### What this task involves
Scan the material that follows. Copy every line containing the word "Labé".

=======

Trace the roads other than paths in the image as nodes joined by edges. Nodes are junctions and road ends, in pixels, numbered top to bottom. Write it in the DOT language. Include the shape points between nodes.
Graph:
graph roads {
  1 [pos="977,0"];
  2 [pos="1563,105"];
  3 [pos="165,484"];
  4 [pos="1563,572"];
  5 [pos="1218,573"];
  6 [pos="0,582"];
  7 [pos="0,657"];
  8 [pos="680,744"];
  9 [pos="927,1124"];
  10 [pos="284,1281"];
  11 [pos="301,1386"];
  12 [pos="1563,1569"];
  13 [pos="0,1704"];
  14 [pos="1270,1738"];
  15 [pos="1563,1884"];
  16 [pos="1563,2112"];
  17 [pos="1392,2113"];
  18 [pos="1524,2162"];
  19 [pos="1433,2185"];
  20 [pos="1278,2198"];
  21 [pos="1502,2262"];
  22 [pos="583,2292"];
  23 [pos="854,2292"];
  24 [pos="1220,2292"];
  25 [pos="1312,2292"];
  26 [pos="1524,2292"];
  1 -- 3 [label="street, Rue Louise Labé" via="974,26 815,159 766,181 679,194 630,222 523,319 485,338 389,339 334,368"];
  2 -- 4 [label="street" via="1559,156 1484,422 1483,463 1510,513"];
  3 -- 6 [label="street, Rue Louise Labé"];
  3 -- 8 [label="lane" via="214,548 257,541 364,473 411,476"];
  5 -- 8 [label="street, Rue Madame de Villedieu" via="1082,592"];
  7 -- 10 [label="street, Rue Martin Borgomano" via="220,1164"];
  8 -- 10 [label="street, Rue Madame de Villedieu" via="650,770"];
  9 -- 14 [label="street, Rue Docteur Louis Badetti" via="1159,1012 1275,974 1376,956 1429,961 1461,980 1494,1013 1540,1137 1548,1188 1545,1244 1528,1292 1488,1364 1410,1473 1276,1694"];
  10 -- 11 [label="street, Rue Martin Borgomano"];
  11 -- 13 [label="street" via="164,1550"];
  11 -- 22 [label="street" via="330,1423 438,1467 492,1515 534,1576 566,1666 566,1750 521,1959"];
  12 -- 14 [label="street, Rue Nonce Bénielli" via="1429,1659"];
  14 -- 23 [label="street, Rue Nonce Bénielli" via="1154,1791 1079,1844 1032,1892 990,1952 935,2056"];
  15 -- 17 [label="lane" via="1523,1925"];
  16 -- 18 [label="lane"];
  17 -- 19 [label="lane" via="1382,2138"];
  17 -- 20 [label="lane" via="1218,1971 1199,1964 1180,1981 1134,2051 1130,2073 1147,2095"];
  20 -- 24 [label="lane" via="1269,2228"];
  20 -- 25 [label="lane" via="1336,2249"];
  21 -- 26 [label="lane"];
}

=======

### Response
  1 -- 3 [label="street, Rue Louise Labé" via="974,26 815,159 766,181 679,194 630,222 523,319 485,338 389,339 334,368"];
  3 -- 6 [label="street, Rue Louise Labé"];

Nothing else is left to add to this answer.